In the exemplary embodiment according to FIG. 8, it is true that α₁=α₀, α₂=α₀+β, α₃=α₀+3·β and α₄=α₀+2·β. As can be seen, the axial forces represented by the arrows 14a, 14b on the one hand and the axial forces represented by the arrows 15a, 15b advantageously cancel out one another on each side of the plane of symmetry 13. Again, a M-shaped arrangement is provided.

In the exemplary embodiment according to FIG. 9, it is true that α₁=α₀, α₂=α₀+3·β and α₃=α₀+2β and α₄=α₀+β. As can be seen, the axial forces represented by the arrows 14a, 14b on the one hand and the axial forces represented by the arrows 15a, 15b advantageously cancel out one another in part on each side of the plane of symmetry 13. Again, a M-shaped arrangement is provided.

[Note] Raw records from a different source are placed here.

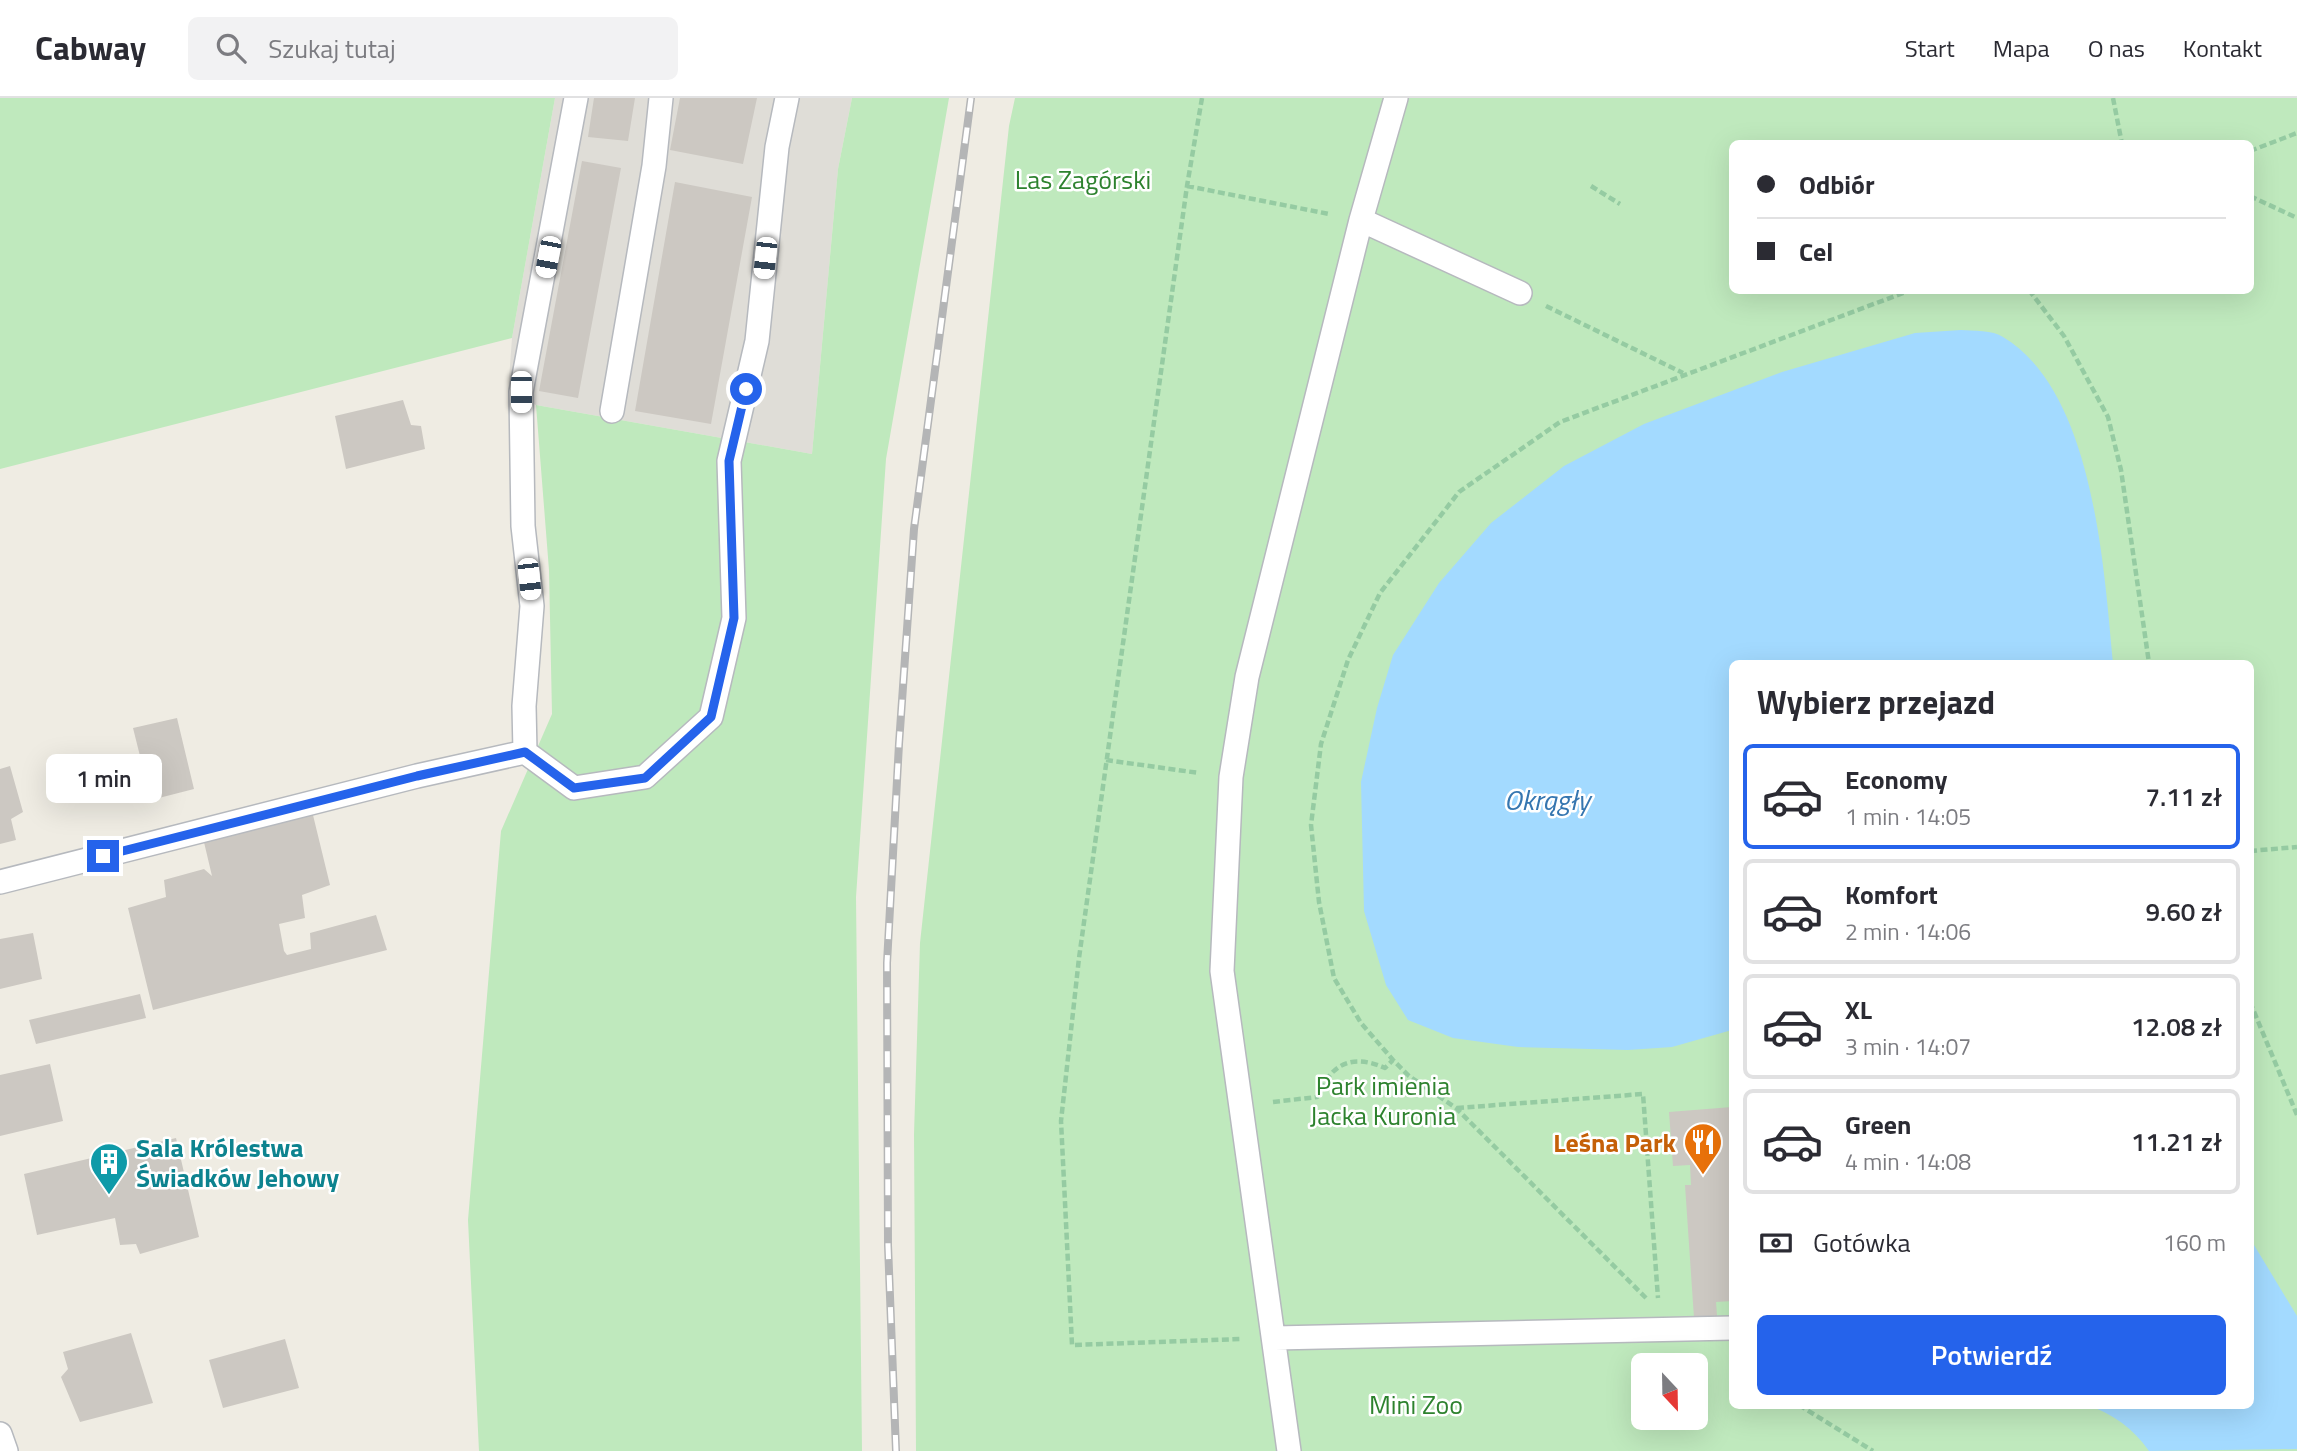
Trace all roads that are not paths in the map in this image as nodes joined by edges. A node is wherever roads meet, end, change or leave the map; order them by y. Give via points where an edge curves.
1 (576, 98) edge
2 (661, 98) edge
3 (787, 98) edge
4 (1396, 98) edge
5 (1361, 220) junction
6 (1520, 293) road end
7 (612, 411) dead end
8 (525, 752) junction
9 (0, 882) edge
10 (1729, 1328) edge
11 (1275, 1338) junction
12 (0, 1434) edge
13 (6, 1451) edge
14 (1289, 1451) edge

1 - 8 lane via 521,392 523,526 532,606
2 - 7 lane via 654,166
3 - 8 lane via 777,148 757,341 729,461 734,618 711,717 645,778 574,788
4 - 5 lane
5 - 6 lane
5 - 11 lane via 1247,677 1231,777 1222,971
8 - 9 lane
10 - 11 lane
11 - 14 lane
12 - 13 lane

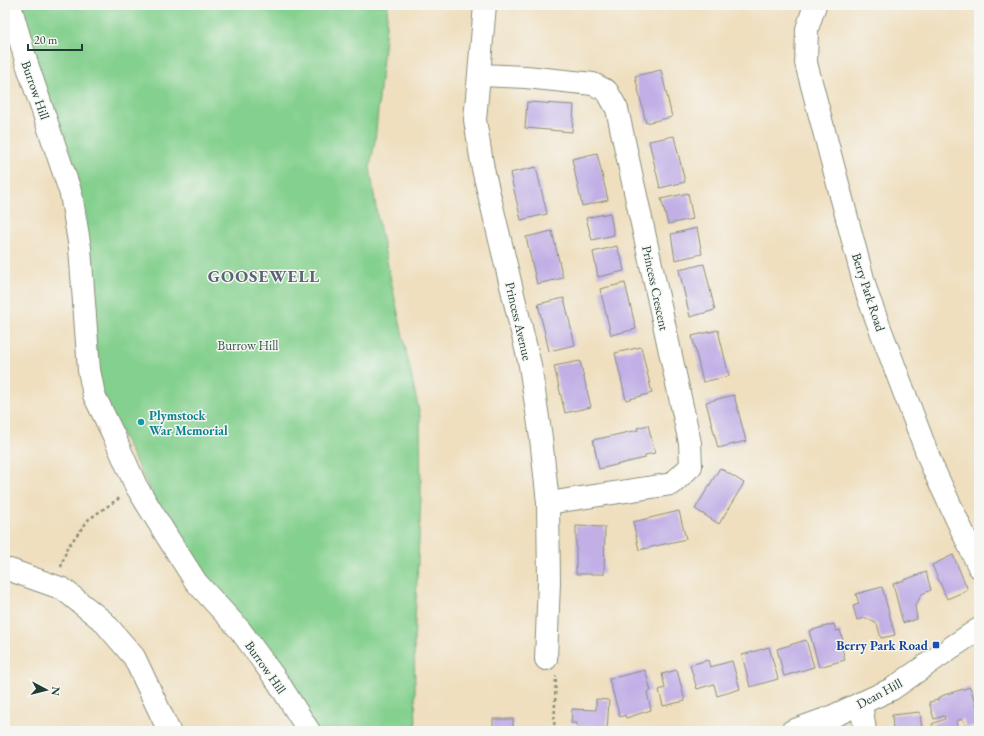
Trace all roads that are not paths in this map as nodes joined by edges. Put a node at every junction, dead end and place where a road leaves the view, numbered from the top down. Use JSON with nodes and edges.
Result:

In the exemplary embodiment according to FIG. 10, it is true that α₁=α₀, α₂=α₀+3·β, α₃=α₀+β and α₄=α₀+2·β. As can be seen, the axial forces represented by the arrows 14a, 14b, 14c on the one hand and the axial forces represented by the arrows 15a, 15b, 15c advantageously cancel out one another in part on each side of the plane of symmetry 13. This arrangement can be interpreted as being zigzagged.

In the exemplary embodiments according to FIG. 11 to FIG. 29, the indication of the reference signs 3a to 3f and 13 has been omitted for reasons of clarity. Here, more specifically, the following is true for the stagger angles α₁, α₂, α₃, α₄:

	α1 = α0+	α2 = α0+	α3 = α0+	α4 = α0+

	FIG. 11	0	2 · β	β	3 · β
	FIG. 12	0	2 · β	3 · β	β
	FIG. 13	β	0	3 · β	2 · β
	FIG. 14	β	0	2 · β	3 · β
	FIG. 15	β	3 · β	0	2 · β
	FIG. 16	β	3 · β	2 · β	0
	FIG. 17	β	2 · β	0	3 · β
	FIG. 18	β	2 · β	3 · β	0
	FIG. 19	2 · β	0	β	3 · β
	FIG. 20	2 · β	0	3 · β	β
	FIG. 21	2 · β	β	0	3 · β
	FIG. 22	2 · β	β	3 · β	0
	FIG. 23	2 · β	3 · β	0	β
	FIG. 24	2 · β	3 · β	β	0
	FIG. 25	3 · β	0	β	2 · β
	FIG. 26	3 · β	0	2 · β	β
	FIG. 27	3 · β	β	0	2 · β
	FIG. 28	3 · β	β	2 · β	0
	FIG. 29	3 · β	2 · β	0	β

According to further exemplary embodiments of a rotor which, for the rest, correspond to one of the previously described exemplary embodiments, the magnet components are embodied as surface-mounted permanent magnets.

FIG. 30 is a basic diagram of an exemplary embodiment of an electric machine 16.

The electric machine 16 comprises a stator 17 with stator grooves or stator teeth 18. Typically, the stator grooves or stator teeth are straight in the axial direction. A rotor 1 according to one of the previously described exemplary embodiments is arranged rotatably inside the stator 17. The stator teeth 18 are preferably each distanced from one another by a tooth angle, wherein the offset angle β is a positive integer multiple of the tooth angle,

The electric machine 16 is designed to drive a vehicle, for example an electric vehicle or a hybrid vehicle.